In North Woburn, the home of the city's other toxic-waste site, city, state, and federal officials are moving ahead with plans to pave over the contaminated land with a train station and a parking lot. But Gretchen Latowsky, who was the director of Woburn FACE (For a Cleaner Environment) until its rather acrimonious demise several years ago, says nothing should be done until a system is in place to treat contaminated groundwater that's flowing off the property.
"What really bothers me the most about this is that everyone has lost sight of where we started," says Latowsky, who -- as project director for community technical assistance for the JSI Center for Environmental Health Sciences -- has lectured from Eastern Europe to the Alaskan wilderness on the lessons of Woburn. (Dever responds that the groundwater problem will be addressed in any construction plan.)
Then there are the companies that Schlichtmann sued, none of which has ever admitted to one iota of responsibility for Woburn's suffering. Former tannery owner John Riley has always insisted he never used any of the chemicals at issue in the suit. Beatrice, of course, never did anything other than cut a bad deal when it bought Riley's property. And even though Grace had to admit that its employees dumped TCE in back of the Cryovac plant, its official corporate position continues to be that none of that TCE ever made it into Wells G and H. The company has put together an entire Web site (http://www.civil-action.com) dedicated to putting its point across. Presumably it is no coincidence that the URL is almost identical to that of the official movie site, http://www.civilaction.com.

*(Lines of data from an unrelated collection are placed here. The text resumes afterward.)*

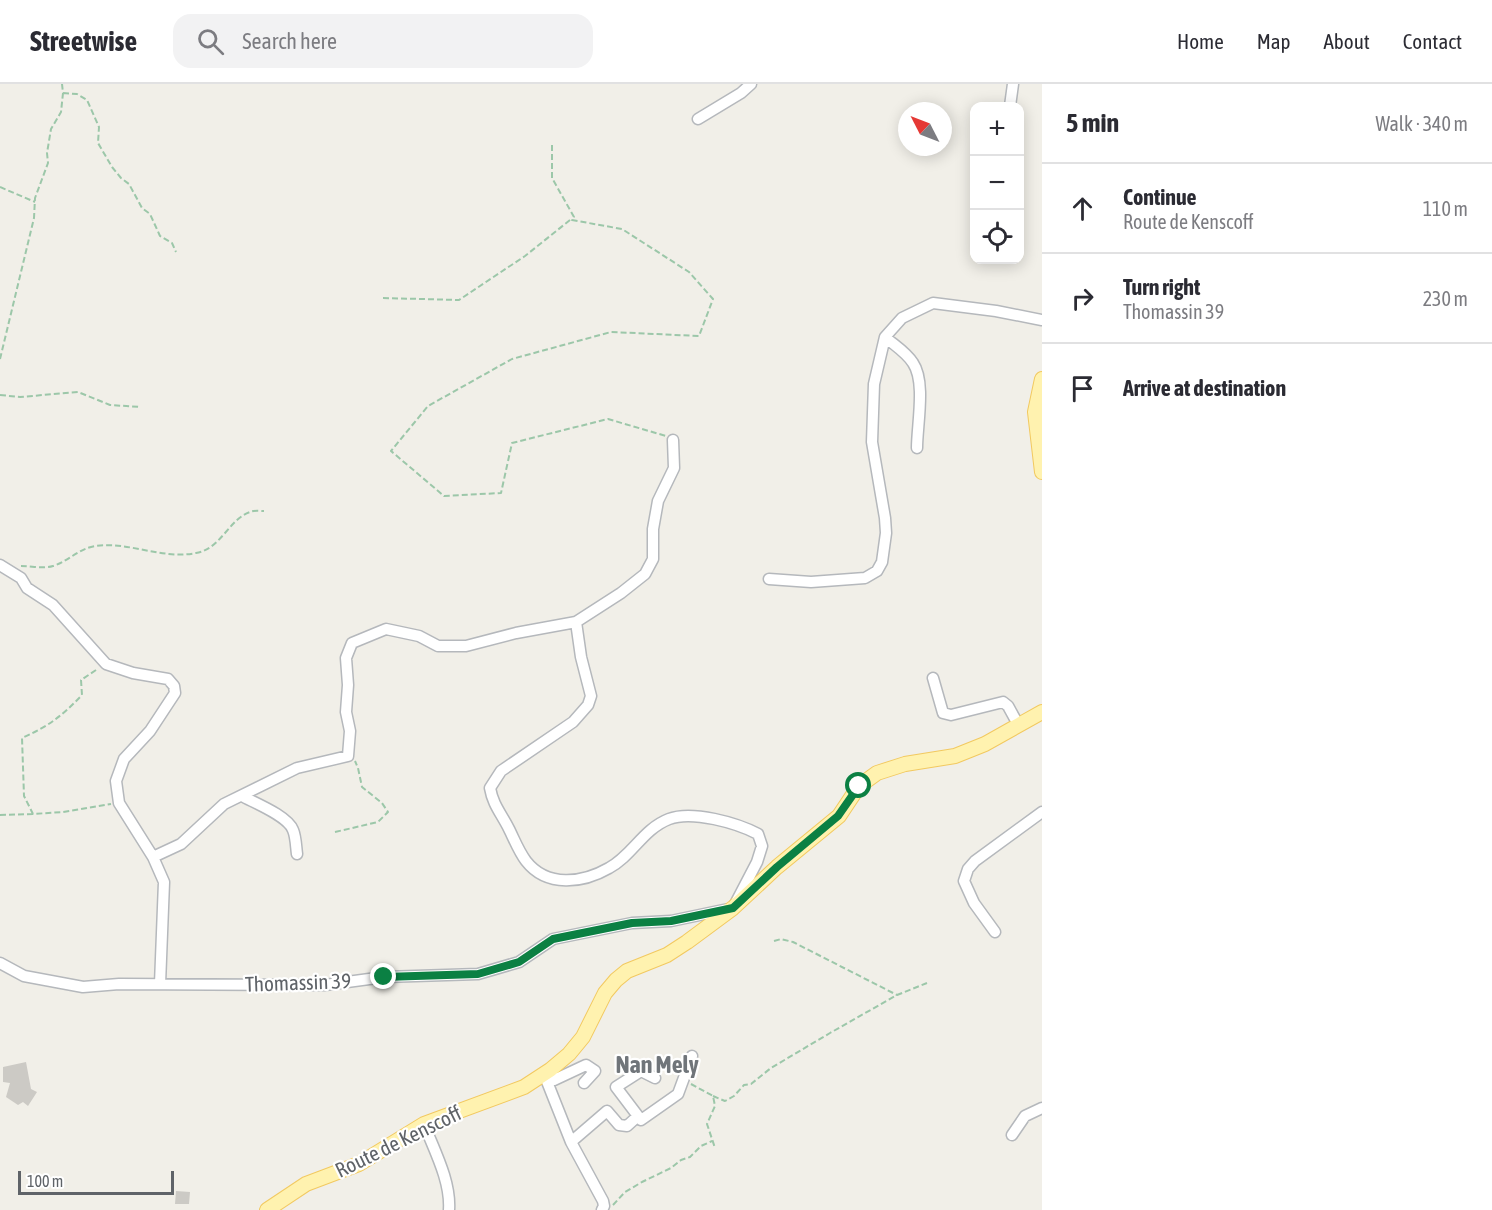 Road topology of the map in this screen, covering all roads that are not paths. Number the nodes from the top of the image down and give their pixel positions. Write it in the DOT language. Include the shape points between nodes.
graph roads {
  1 [pos="751,84"];
  2 [pos="1013,84"];
  3 [pos="1011,102"];
  4 [pos="698,118"];
  5 [pos="1042,320"];
  6 [pos="885,337"];
  7 [pos="1042,379"];
  8 [pos="673,440"];
  9 [pos="917,448"];
  10 [pos="1042,472"];
  11 [pos="2,566"];
  12 [pos="770,579"];
  13 [pos="576,622"];
  14 [pos="933,678"];
  15 [pos="1042,712"];
  16 [pos="1019,726"];
  17 [pos="242,796"];
  18 [pos="1042,812"];
  19 [pos="297,854"];
  20 [pos="153,857"];
  21 [pos="733,908"];
  22 [pos="996,932"];
  23 [pos="0,963"];
  24 [pos="160,984"];
  25 [pos="692,1056"];
  26 [pos="547,1072"];
  27 [pos="655,1078"];
  28 [pos="584,1083"];
  29 [pos="1042,1108"];
  30 [pos="638,1116"];
  31 [pos="424,1124"];
  32 [pos="1012,1135"];
  33 [pos="571,1142"];
  34 [pos="603,1208"];
  35 [pos="267,1210"];
  36 [pos="449,1210"];
  1 -- 4 [label="street"];
  2 -- 3 [label="street"];
  5 -- 6 [label="street" via="933,303 902,318"];
  6 -- 9 [label="street" via="915,364 920,387"];
  6 -- 12 [label="street" via="874,384 872,442 885,518 882,562 877,571 865,578 811,582"];
  7 -- 10 [label="main road" via="1035,412"];
  8 -- 13 [label="street" via="674,468 658,501 649,567 621,593"];
  11 -- 20 [label="street" via="53,604 106,664 168,679 174,686 175,693 150,731 124,759 116,781 119,803"];
  13 -- 17 [label="street" via="466,646 438,646 419,636 386,629 352,643 346,658 348,756 297,768"];
  13 -- 21 [label="street" via="591,696 588,705 573,722 501,771 490,788 493,802 526,861 544,876 564,881 586,878 611,867 651,828 670,818 686,816 746,827 758,834 762,846"];
  14 -- 16 [label="street" via="943,713 951,715 1004,702"];
  15 -- 16 [label="main road, Route de Kenscoff"];
  16 -- 21 [label="main road, Route de Kenscoff" via="955,756 877,773 859,786 838,816"];
  17 -- 19 [label="street" via="289,824 294,830"];
  17 -- 20 [label="street" via="224,804 181,844"];
  18 -- 22 [label="street" via="968,869 964,881 974,903"];
  20 -- 24 [label="street" via="164,882"];
  21 -- 24 [label="street, Thomassin 39" via="553,939 519,962 478,974 384,977 325,985"];
  21 -- 26 [label="main road, Route de Kenscoff" via="667,955 627,971 605,993 583,1037"];
  23 -- 24 [label="street, Thomassin 39" via="24,976 82,987"];
  25 -- 30 [label="street" via="678,1094 641,1120"];
  26 -- 28 [label="street" via="554,1080 586,1065 595,1071"];
  26 -- 31 [label="main road, Route de Kenscoff" via="524,1087"];
  26 -- 33 [label="street"];
  27 -- 30 [label="street" via="640,1071 616,1087"];
  29 -- 32 [label="street" via="1026,1116"];
  30 -- 33 [label="street" via="627,1126 619,1125 607,1111"];
  31 -- 35 [label="main road, Route de Kenscoff" via="359,1164 306,1184"];
  31 -- 36 [label="street" via="441,1167"];
  33 -- 34 [label="street"];
} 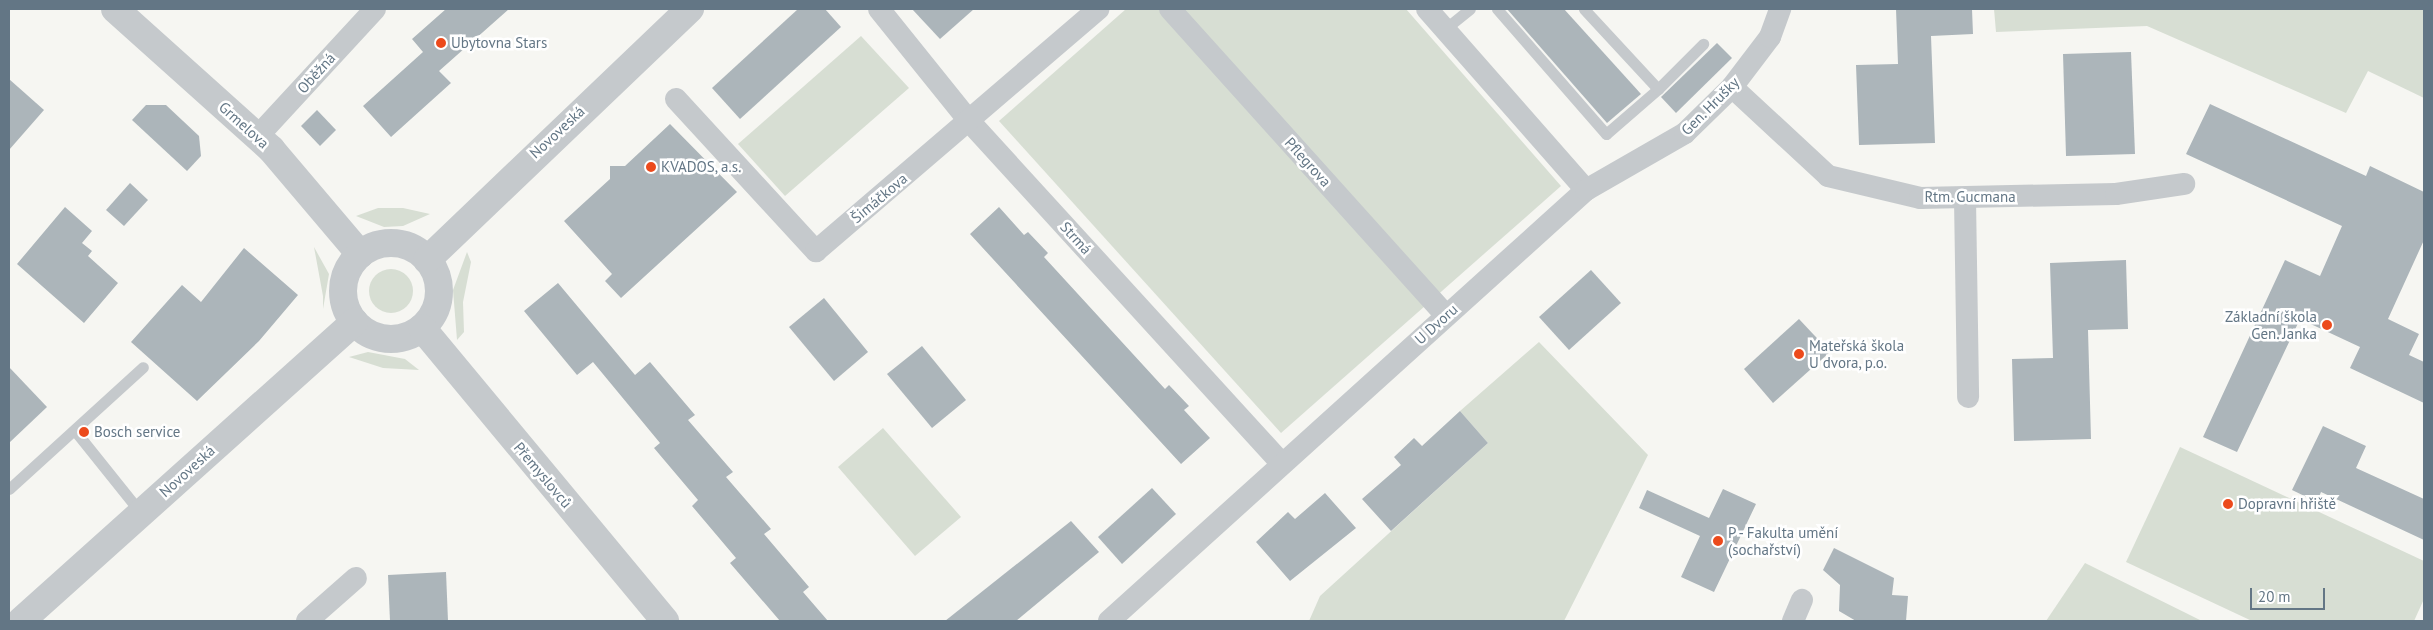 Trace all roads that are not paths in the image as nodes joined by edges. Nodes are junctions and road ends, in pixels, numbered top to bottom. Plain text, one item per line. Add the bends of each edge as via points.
1 (115, 9) edge
2 (375, 9) edge
3 (690, 9) edge
4 (879, 9) edge
5 (1098, 9) edge
6 (1170, 9) edge
7 (1427, 9) edge
8 (1470, 9) edge
9 (1497, 9) edge
10 (1584, 9) edge
11 (1780, 9) edge
12 (1445, 29) junction
13 (1703, 44) dead end
14 (1732, 88) junction
15 (1658, 89) junction
16 (676, 99) dead end
17 (969, 122) junction
18 (257, 137) junction
19 (2184, 184) dead end
20 (1586, 190) junction
21 (1965, 199) junction
22 (360, 254) junction
23 (427, 260) junction
24 (1446, 316) junction
25 (354, 322) junction
26 (422, 328) junction
27 (143, 367) dead end
28 (1968, 397) dead end
29 (76, 432) junction
30 (1280, 462) junction
31 (9, 489) edge
32 (141, 513) junction
33 (356, 578) dead end
34 (1802, 600) dead end
35 (1116, 619) edge
36 (21, 621) edge
37 (307, 621) edge
38 (665, 621) edge
39 (1793, 621) edge

1 - 18 street, Grmelova
2 - 18 street, Oběžná
3 - 23 street, Novoveská
4 - 17 street, Strmá
5 - 17 street, Šimáčkova
6 - 24 street, Pflegrova
7 - 12 street
8 - 12 lane
9 - 15 lane via 1606,134
10 - 15 lane
11 - 14 street, Gen. Hrušky via 1770,37
12 - 20 street
13 - 15 lane
14 - 20 street, Gen. Hrušky via 1685,134
14 - 21 street, Rtm. Gucmana via 1828,176 1920,198
16 - 17 street, Šimáčkova via 816,251
17 - 30 street, Strmá
18 - 22 street, Grmelova
19 - 21 street, Rtm. Gucmana via 2116,194
20 - 24 street, U Dvoru
21 - 28 street
22 - 23 street via 376,245 395,243
22 - 25 street via 348,269 343,287 344,306
23 - 26 street via 436,276 439,295 433,313
24 - 30 street, U Dvoru
25 - 26 street via 368,334 386,339 405,337
25 - 32 street, Novoveská
26 - 38 street, Přemyslovců
27 - 29 lane
29 - 31 lane
29 - 32 lane
30 - 35 street, U Dvoru
32 - 36 street, Novoveská
33 - 37 street
34 - 39 street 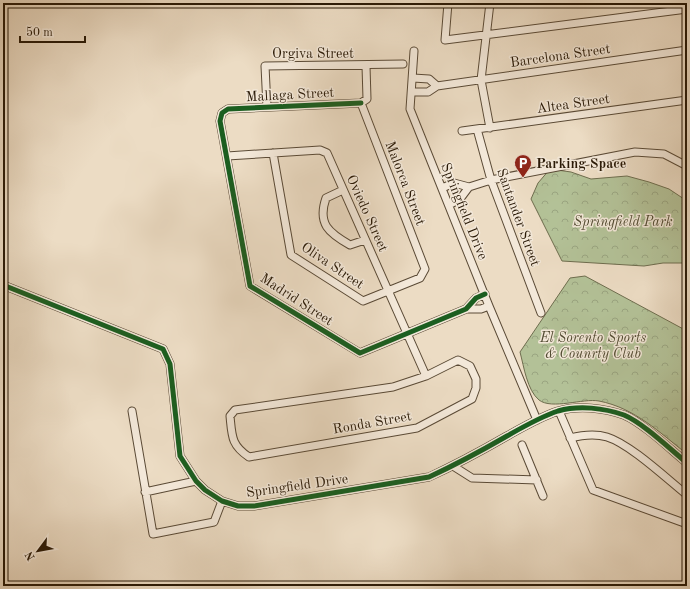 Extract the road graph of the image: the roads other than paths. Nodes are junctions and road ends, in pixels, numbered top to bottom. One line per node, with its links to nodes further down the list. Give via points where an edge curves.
1 (448, 3): 4 (street, via 444,40)
2 (490, 3): 4 (street)
3 (687, 9): 4 (street)
4 (486, 35): 10 (street)
5 (687, 50): 10 (street, Barcelona Street)
6 (414, 51): 9 (street, Springfield Drive)
7 (403, 64): 8 (street, Orgiva Street)
8 (366, 66): 14 (street, via 367,99); 15 (street, Orgiva Street, via 265,66)
9 (413, 78): 11 (street, via 429,79); 12 (street, Springfield Drive)
10 (481, 80): 11 (street, Barcelona Street); 17 (street)
11 (437, 86): 12 (street, Barcelona Street, via 428,92)
12 (412, 92): 25 (street, Springfield Drive, via 410,109)
13 (687, 100): 17 (street, Altea Street)
14 (361, 103): 15 (street, Mallaga Street); 30 (street, Malorca Street, via 425,270 420,278)
15 (267, 108): 16 (street, Mallaga Street, via 228,109)
16 (222, 113): 21 (street, Madrid Street, via 220,121)
17 (490, 128): 18 (street, Altea Street)
18 (477, 129): 19 (street, Altea Street); 23 (street, Santander Street)
19 (462, 131)
20 (273, 153): 21 (street, Oviedo Street); 26 (street, Oviedo Street, via 320,150 327,153); 30 (street, Oliva Street, via 291,256 363,301)
21 (227, 156): 35 (street, Madrid Street, via 250,286 360,353)
22 (687, 166): 23 (street, via 664,154 635,152)
23 (491, 180): 24 (street); 34 (street, Santander Street)
24 (469, 187): 25 (street, via 454,183); 27 (street, via 460,199)
25 (442, 188): 27 (street, Springfield Drive)
26 (344, 190): 28 (street, Oviedo Street); 28 (street, via 326,198 322,211 327,227 334,236 350,245)
27 (449, 205): 31 (street, Springfield Drive)
28 (365, 240): 30 (street, Oviedo Street)
29 (3, 284): 45 (street, Springfield Drive, via 163,349 170,364 180,456)
30 (388, 291): 35 (street, Oviedo Street)
31 (484, 294): 32 (street, Springfield Drive); 33 (street, Madrid Street, via 476,298)
32 (489, 306): 33 (street, Madrid Street); 39 (street, Springfield Drive)
33 (466, 309): 35 (street, Madrid Street)
34 (541, 313)
35 (407, 334): 36 (street, Oviedo Street)
36 (426, 376): 36 (street, Ronda Street, via 458,360 470,366 476,379 476,388 472,398 417,428 249,456 239,451 232,439 230,416 235,410 393,387)
37 (132, 411): 46 (street)
38 (559, 411): 39 (street, Springfield Drive); 40 (street); 42 (street, Springfield Drive, via 592,408 624,416)
39 (537, 420): 43 (street, Springfield Drive)
40 (570, 438): 47 (street, via 592,434 612,439); 50 (street, via 593,490)
41 (522, 445): 44 (street)
42 (687, 463)
43 (453, 466): 44 (street, via 472,478); 49 (street, Springfield Drive, via 428,477 254,506 238,506)
44 (537, 480): 48 (street)
45 (196, 481): 46 (street); 49 (street, Springfield Drive)
46 (145, 492): 49 (street, via 153,534 214,522)
47 (687, 495)
48 (543, 496)
49 (222, 501)
50 (687, 524)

Ironically, Grace is now the subject of another toxic-waste controversy. Two weeks ago the Toxics Action Center released its second annual "dirty dozen" list of the state's worst environmental hazards. Among them: a Winchester dump site that allegedly contains contaminated materials from an old Grace chemical plant in Cambridge. A homeowner in the Winchester neighborhood, John Morgan, claims that TCE in the material leached north into the Woburn well that was shut down last year. Grace has emphatically denied all allegations. But Bruce Young says he can't help but observe that the denials sound exactly like those the company issued nearly two decades ago.
"I feel like Don Quixote a little bit," he says.